USDA Announces Grants to Improve Rural Housing
The U.S. Department of Agriculture (USDA) has announced that organizations in 45 states, the Western Pacific and the Commonwealth of Puerto Rico will receive grants to make housing repairs and improve housing conditions for limited-income rural residents. The funding is through the USDA Rural Development's Housing Preservation Grant program and will be provided to intermediaries such as local governments; public agencies; federally-recognized Indian Tribes; and non-profit, faith-based and community organizations. The organizations distribute the grants to homeowners and owners of multi-family rental properties or cooperative dwellings who rent to low- and very-low-income residents. Grants may be used to make general repairs, such as installing or improving plumbing, providing or enhancing access to people with disabilities and making homes more energy efficient. Read more on housing.
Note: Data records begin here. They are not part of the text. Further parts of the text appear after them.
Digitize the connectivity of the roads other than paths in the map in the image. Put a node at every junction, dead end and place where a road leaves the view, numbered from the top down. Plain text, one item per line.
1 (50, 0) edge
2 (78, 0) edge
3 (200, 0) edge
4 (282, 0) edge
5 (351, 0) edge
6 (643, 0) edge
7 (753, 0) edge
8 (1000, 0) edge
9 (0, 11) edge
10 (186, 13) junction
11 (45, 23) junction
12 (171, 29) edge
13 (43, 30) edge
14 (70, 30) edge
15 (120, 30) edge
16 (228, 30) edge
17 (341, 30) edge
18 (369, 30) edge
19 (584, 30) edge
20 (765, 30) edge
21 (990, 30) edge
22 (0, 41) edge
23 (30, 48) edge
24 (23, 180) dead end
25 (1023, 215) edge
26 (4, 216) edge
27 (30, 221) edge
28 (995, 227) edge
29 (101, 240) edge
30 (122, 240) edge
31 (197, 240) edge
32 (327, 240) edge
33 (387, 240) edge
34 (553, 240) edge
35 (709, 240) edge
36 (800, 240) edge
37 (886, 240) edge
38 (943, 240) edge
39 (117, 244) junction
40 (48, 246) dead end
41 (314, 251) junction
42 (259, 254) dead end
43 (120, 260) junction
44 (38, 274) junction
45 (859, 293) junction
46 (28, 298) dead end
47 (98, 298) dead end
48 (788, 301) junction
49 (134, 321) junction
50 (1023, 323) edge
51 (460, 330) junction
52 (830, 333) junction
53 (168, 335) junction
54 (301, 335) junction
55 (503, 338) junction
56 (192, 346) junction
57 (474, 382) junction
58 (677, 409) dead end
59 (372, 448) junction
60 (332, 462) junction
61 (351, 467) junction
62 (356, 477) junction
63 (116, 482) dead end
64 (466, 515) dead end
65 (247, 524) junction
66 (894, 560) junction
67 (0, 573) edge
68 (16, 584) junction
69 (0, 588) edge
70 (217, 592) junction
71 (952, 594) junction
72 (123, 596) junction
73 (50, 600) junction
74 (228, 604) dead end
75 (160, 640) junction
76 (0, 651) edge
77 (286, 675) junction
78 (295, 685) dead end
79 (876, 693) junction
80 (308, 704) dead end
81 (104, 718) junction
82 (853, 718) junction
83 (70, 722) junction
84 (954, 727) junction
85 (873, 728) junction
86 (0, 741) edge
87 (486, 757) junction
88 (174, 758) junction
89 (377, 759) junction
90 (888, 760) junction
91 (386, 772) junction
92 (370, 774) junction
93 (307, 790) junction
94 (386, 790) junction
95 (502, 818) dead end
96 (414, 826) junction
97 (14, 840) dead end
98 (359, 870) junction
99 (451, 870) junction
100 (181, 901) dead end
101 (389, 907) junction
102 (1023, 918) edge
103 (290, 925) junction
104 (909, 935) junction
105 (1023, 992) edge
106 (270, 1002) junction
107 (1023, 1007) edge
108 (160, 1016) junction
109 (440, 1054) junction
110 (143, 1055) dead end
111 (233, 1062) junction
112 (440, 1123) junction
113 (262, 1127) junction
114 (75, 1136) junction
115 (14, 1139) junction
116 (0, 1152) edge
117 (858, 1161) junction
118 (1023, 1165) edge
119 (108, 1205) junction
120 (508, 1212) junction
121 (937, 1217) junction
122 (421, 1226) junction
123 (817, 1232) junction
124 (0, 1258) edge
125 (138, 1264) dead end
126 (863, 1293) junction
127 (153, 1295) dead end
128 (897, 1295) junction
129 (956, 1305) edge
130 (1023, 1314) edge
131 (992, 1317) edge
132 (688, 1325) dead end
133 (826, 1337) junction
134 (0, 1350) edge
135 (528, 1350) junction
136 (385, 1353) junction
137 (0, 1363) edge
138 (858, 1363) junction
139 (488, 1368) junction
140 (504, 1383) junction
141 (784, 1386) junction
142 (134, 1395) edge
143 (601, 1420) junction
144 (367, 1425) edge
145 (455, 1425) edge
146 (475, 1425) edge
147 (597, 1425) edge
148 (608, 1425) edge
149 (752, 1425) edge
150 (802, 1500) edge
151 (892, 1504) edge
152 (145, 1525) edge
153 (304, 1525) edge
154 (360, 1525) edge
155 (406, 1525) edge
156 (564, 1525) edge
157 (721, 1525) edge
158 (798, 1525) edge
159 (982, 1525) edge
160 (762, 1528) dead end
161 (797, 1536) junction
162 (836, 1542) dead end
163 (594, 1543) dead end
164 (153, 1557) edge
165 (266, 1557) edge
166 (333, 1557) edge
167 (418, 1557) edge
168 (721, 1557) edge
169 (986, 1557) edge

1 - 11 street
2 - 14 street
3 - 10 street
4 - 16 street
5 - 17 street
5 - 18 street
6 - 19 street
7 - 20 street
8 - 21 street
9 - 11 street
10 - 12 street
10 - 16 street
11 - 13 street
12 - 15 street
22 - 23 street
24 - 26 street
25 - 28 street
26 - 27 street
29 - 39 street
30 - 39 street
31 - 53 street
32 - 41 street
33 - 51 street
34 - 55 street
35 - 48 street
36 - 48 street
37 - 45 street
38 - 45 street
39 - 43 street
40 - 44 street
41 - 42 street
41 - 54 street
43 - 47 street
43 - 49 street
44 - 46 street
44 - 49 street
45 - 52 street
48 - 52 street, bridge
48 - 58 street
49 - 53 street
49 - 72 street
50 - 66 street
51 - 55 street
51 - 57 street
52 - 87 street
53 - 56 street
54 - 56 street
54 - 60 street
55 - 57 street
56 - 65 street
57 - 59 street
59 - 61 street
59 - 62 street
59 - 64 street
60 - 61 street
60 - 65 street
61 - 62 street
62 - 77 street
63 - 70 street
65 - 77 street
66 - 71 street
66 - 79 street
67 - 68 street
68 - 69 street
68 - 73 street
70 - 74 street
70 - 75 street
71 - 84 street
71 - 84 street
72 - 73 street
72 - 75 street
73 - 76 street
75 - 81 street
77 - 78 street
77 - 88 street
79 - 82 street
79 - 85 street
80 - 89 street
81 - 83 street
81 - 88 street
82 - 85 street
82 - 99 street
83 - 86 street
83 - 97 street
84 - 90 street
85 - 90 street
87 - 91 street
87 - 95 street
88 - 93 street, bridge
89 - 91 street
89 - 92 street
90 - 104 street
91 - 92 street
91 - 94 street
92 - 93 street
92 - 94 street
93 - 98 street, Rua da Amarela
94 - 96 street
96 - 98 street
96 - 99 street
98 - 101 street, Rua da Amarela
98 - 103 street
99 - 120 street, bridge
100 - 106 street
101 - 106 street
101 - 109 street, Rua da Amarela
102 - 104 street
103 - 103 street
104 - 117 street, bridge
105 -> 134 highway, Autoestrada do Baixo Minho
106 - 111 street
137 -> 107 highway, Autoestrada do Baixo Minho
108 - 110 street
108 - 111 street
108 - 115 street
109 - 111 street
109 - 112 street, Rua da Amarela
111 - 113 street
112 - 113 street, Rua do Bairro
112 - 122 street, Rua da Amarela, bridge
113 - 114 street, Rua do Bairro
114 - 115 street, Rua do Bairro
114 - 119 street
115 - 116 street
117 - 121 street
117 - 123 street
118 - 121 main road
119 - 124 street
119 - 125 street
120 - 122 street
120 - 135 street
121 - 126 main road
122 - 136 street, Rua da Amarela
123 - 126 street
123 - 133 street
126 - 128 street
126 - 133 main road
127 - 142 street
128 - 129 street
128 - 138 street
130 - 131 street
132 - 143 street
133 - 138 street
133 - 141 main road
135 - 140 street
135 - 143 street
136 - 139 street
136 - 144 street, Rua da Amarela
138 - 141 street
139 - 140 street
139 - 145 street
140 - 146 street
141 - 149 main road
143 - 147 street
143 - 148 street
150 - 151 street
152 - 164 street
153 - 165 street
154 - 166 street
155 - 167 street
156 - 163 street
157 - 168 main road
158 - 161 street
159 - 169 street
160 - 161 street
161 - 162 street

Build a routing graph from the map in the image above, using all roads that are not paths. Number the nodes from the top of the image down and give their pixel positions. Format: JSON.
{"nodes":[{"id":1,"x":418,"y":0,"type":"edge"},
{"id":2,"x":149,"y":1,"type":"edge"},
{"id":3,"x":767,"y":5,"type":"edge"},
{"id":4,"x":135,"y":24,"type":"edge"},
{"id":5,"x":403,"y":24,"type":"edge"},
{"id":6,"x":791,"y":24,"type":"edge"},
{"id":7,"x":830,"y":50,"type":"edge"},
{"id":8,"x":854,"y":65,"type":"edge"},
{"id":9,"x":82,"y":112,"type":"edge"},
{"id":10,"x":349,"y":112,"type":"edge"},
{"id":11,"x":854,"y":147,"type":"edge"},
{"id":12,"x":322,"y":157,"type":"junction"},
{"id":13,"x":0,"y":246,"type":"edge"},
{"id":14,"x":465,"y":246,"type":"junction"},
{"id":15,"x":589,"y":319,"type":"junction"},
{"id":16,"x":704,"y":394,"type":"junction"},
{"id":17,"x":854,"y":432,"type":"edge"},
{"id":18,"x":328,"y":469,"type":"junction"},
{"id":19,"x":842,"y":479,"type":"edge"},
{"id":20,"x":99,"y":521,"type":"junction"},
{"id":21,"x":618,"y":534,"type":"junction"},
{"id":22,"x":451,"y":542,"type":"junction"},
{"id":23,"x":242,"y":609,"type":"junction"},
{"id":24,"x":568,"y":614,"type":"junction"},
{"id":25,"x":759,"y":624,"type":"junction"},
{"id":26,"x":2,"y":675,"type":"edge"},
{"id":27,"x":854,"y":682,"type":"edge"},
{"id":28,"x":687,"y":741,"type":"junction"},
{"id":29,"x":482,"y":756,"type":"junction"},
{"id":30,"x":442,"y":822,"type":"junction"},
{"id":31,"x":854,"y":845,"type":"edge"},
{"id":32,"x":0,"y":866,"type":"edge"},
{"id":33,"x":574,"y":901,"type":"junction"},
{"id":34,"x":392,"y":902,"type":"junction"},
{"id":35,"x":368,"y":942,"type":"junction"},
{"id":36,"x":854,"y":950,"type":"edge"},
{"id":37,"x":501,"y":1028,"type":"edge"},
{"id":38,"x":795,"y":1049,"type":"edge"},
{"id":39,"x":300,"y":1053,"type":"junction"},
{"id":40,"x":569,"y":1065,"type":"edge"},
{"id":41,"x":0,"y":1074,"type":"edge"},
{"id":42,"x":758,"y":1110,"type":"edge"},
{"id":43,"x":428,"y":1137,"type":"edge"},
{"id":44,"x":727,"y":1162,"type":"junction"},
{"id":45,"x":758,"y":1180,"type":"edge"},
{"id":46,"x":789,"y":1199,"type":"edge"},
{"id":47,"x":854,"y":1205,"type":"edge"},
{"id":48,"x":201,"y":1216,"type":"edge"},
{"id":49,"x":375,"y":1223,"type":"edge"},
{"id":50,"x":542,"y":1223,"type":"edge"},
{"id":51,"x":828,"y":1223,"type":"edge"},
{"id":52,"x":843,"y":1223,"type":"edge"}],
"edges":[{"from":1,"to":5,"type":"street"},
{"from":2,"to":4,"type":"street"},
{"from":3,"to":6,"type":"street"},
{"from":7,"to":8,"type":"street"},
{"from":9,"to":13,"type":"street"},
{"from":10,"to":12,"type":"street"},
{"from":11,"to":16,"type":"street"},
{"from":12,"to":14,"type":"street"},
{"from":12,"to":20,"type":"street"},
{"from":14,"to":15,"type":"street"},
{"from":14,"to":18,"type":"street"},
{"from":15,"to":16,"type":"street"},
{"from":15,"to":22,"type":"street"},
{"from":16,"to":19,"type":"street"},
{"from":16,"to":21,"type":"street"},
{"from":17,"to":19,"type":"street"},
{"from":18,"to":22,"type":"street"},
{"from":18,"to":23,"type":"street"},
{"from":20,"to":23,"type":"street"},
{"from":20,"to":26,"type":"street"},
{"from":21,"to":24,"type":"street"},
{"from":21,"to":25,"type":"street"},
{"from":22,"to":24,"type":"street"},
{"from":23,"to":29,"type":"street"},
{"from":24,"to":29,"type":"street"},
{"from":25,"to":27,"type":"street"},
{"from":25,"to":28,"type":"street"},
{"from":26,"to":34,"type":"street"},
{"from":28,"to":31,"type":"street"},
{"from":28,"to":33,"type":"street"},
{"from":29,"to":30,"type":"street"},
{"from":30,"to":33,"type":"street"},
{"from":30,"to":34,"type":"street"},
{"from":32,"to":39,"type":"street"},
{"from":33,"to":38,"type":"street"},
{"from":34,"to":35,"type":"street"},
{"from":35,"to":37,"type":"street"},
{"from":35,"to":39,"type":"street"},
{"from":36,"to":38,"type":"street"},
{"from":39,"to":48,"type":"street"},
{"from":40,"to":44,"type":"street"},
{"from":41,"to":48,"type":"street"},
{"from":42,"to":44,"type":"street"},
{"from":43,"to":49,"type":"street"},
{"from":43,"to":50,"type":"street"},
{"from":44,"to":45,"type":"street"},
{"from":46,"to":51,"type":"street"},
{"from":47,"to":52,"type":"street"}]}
CDC’s Emergency Management Program Receives Full EMAP Accreditation
The U.S. Centers for Disease Control and Prevention (CDC) has become the first federal agency to achieve full accreditation of its emergency management program from the Emergency Management Accreditation Program (EMAP). “Accreditation is a serious accomplishment for CDC and the emergency management community we support,” said Ali S. Khan, MD, MPH, director of the Office of Public Health Preparedness and Response. “Preparing for and responding to emergencies of any kind—natural disasters, bioterrorism events, chemical terrorism or pandemics—is a core function of public health. Everyone at CDC has a hand, at one point in time, in emergency management and execution.” EMAP’s six steps to accreditation are subscription, self assessment, application, on-site assessment, committee review and accreditation decision. Thirty one states; the District of Columbia; and 14 U.S. cities and counties are accredited. Read more on preparedness and accreditation.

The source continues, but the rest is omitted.